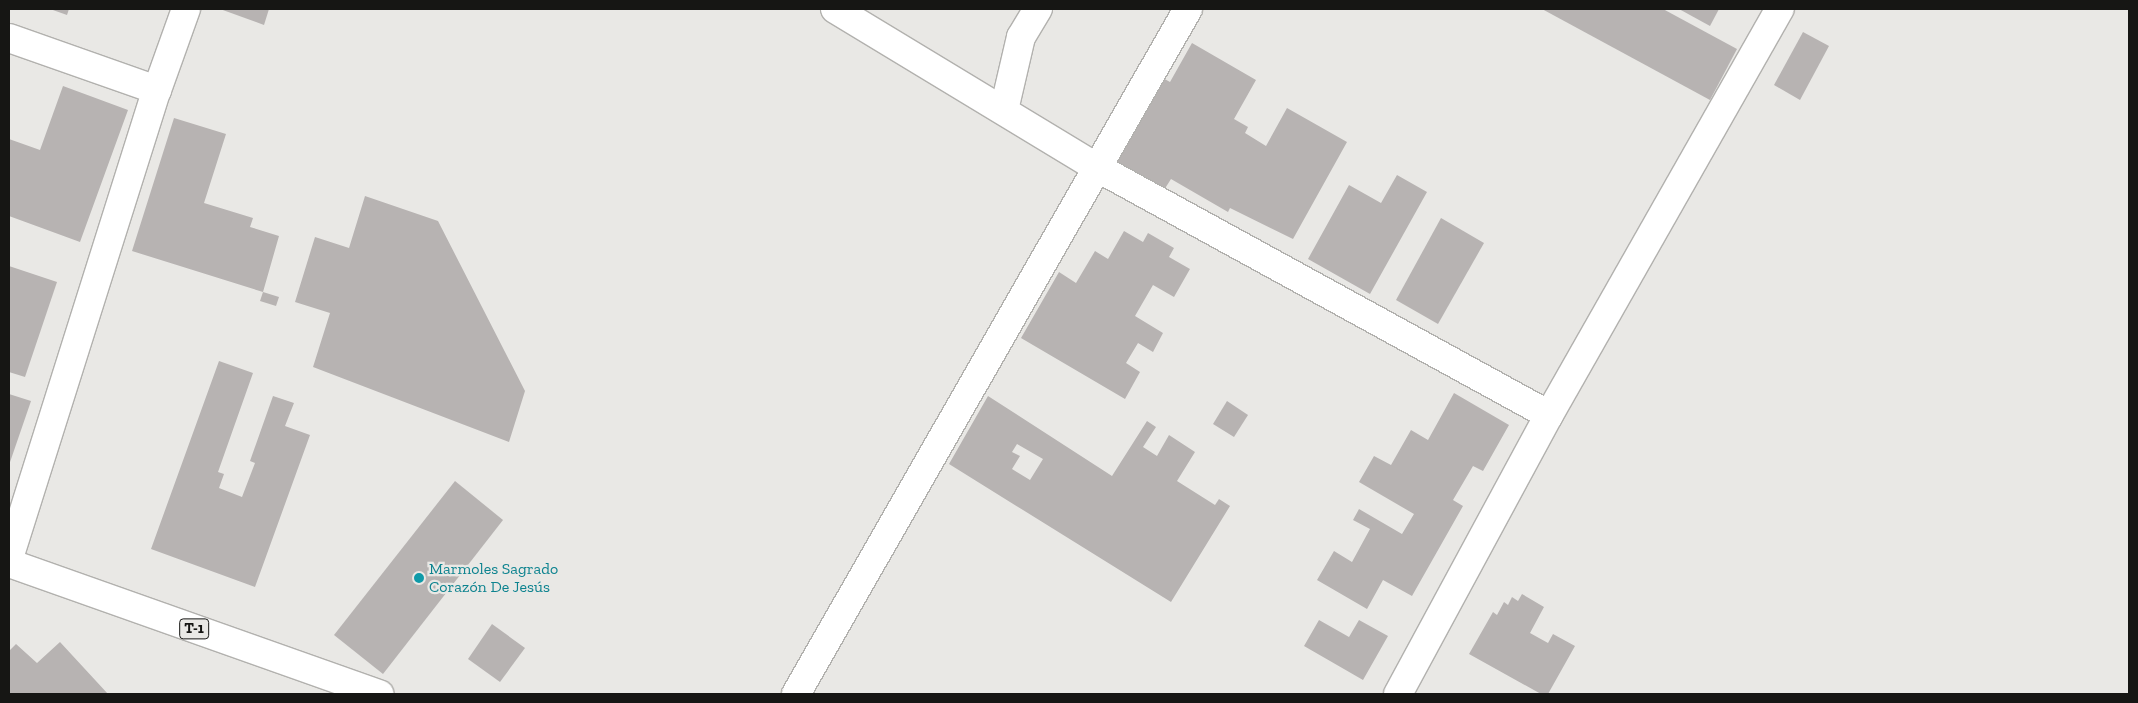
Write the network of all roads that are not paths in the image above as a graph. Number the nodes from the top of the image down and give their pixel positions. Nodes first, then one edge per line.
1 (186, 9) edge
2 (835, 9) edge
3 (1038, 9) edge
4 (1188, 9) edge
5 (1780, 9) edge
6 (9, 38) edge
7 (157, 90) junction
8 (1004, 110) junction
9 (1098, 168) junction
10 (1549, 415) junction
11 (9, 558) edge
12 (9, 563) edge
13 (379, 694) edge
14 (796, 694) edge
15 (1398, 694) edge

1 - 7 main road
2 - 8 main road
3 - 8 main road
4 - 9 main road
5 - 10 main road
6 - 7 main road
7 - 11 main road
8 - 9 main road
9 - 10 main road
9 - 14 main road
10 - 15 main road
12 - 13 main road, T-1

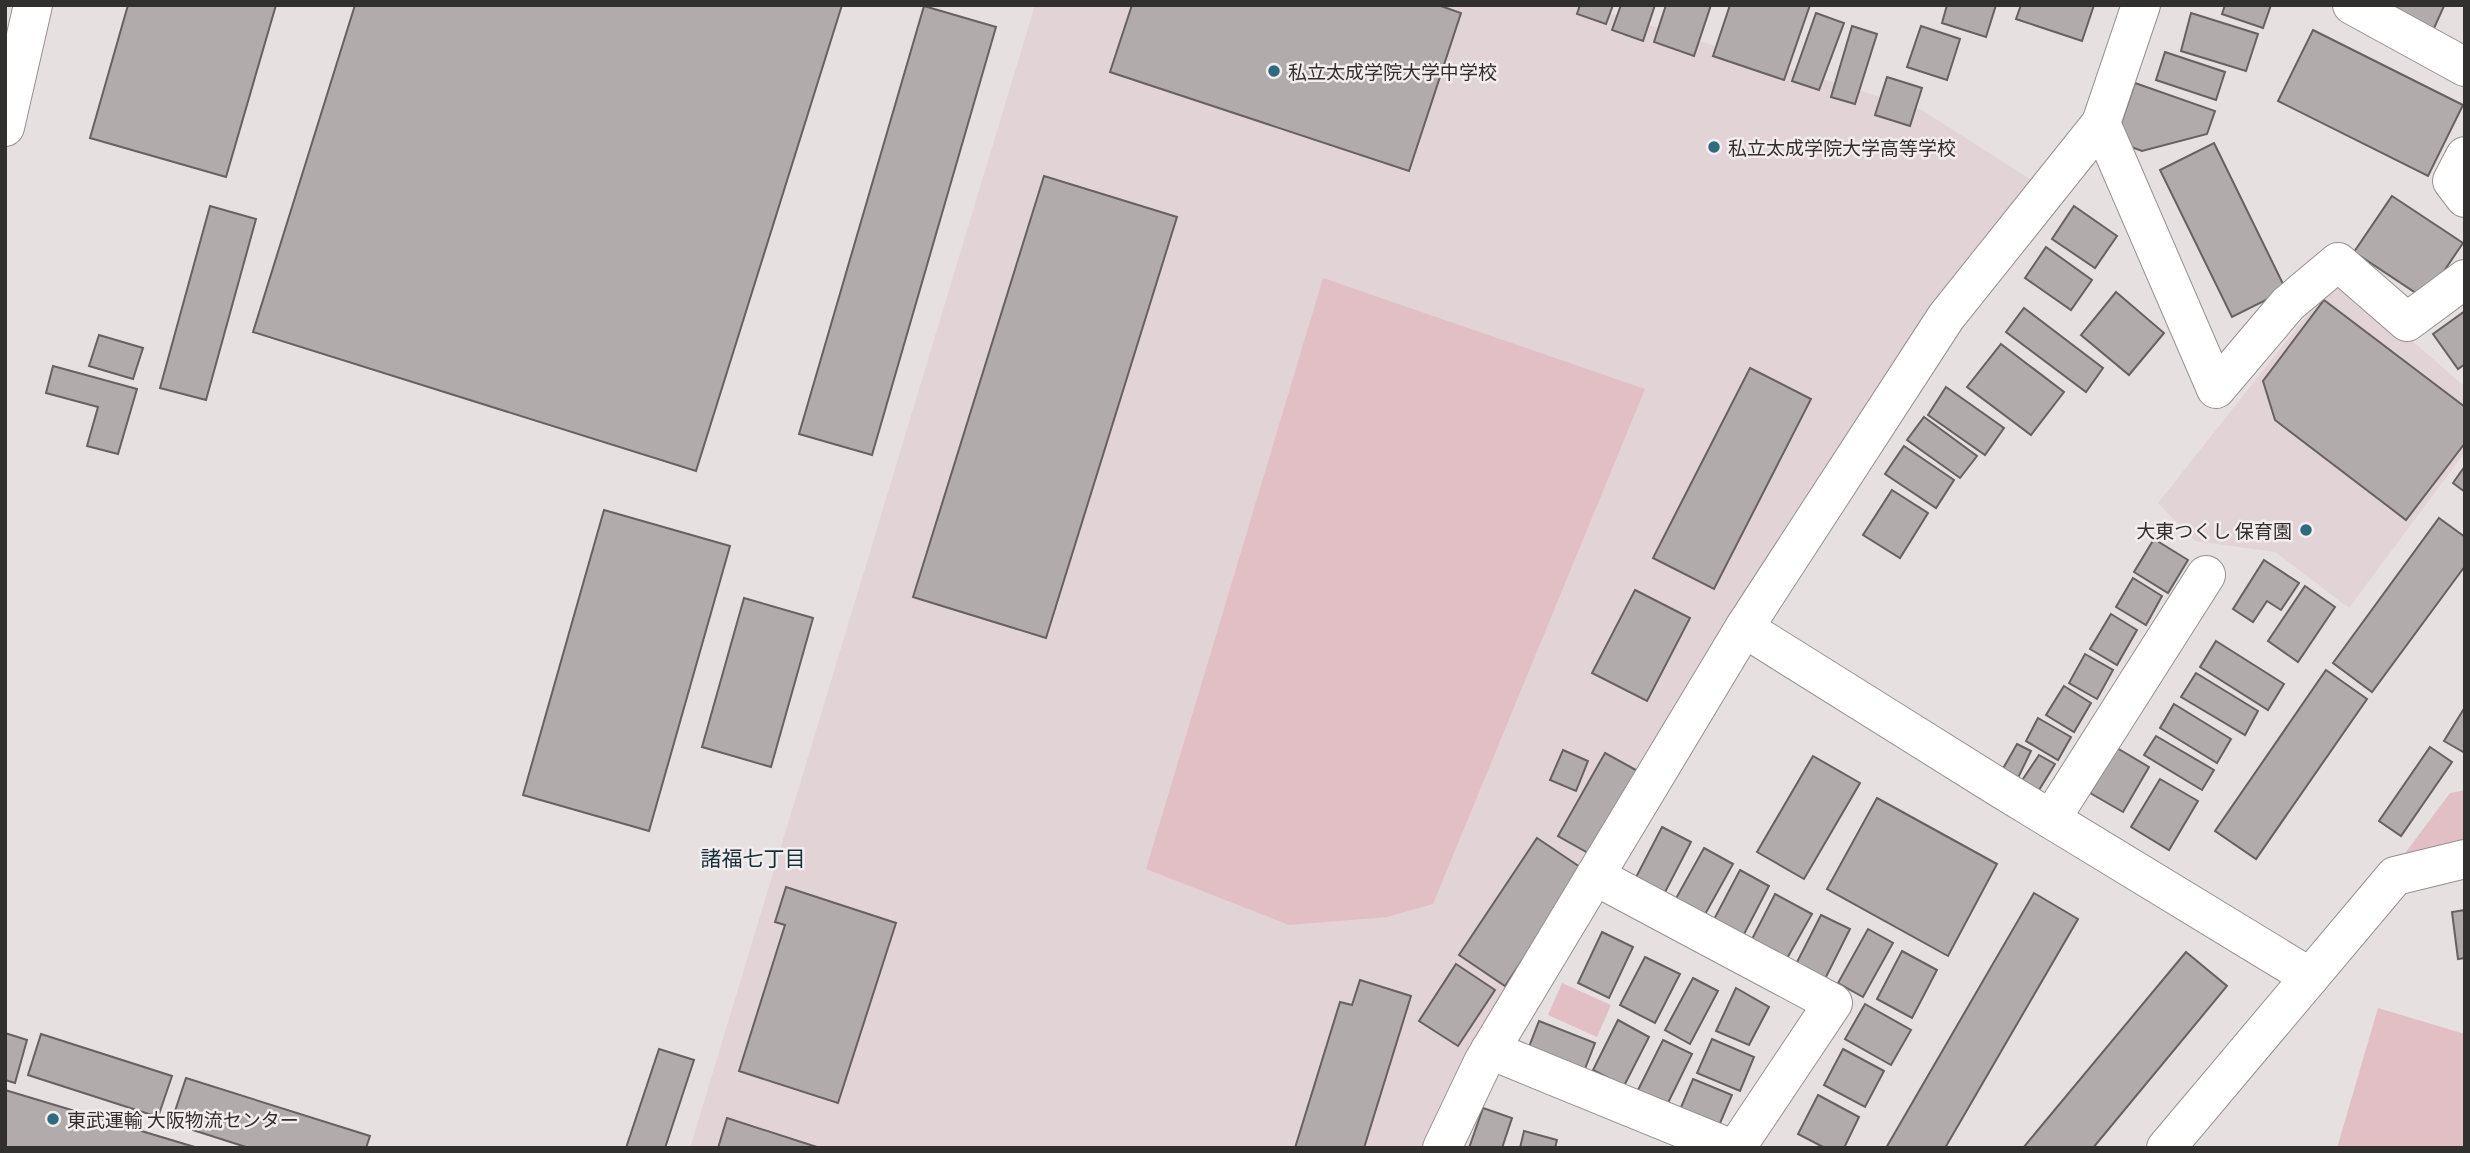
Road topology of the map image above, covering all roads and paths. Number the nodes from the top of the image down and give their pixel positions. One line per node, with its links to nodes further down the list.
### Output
_ _ _ _
**Activity:** An exact copy of the whole listing is required, minus the pictures.

**Finished exercise:**
Write the network of all roads that are not paths in the image above as a graph. Number the nodes from the top of the image down and give their pixel positions. Nodes first, then one edge per line.
1 (186, 9) edge
2 (835, 9) edge
3 (1038, 9) edge
4 (1188, 9) edge
5 (1780, 9) edge
6 (9, 38) edge
7 (157, 90) junction
8 (1004, 110) junction
9 (1098, 168) junction
10 (1549, 415) junction
11 (9, 558) edge
12 (9, 563) edge
13 (379, 694) edge
14 (796, 694) edge
15 (1398, 694) edge

1 - 7 main road
2 - 8 main road
3 - 8 main road
4 - 9 main road
5 - 10 main road
6 - 7 main road
7 - 11 main road
8 - 9 main road
9 - 10 main road
9 - 14 main road
10 - 15 main road
12 - 13 main road, T-1

Road topology of the map image above, covering all roads and paths. Number the nodes from the top of the image down and give their pixel positions. One line per node, with its links to nodes further down the list.
### Output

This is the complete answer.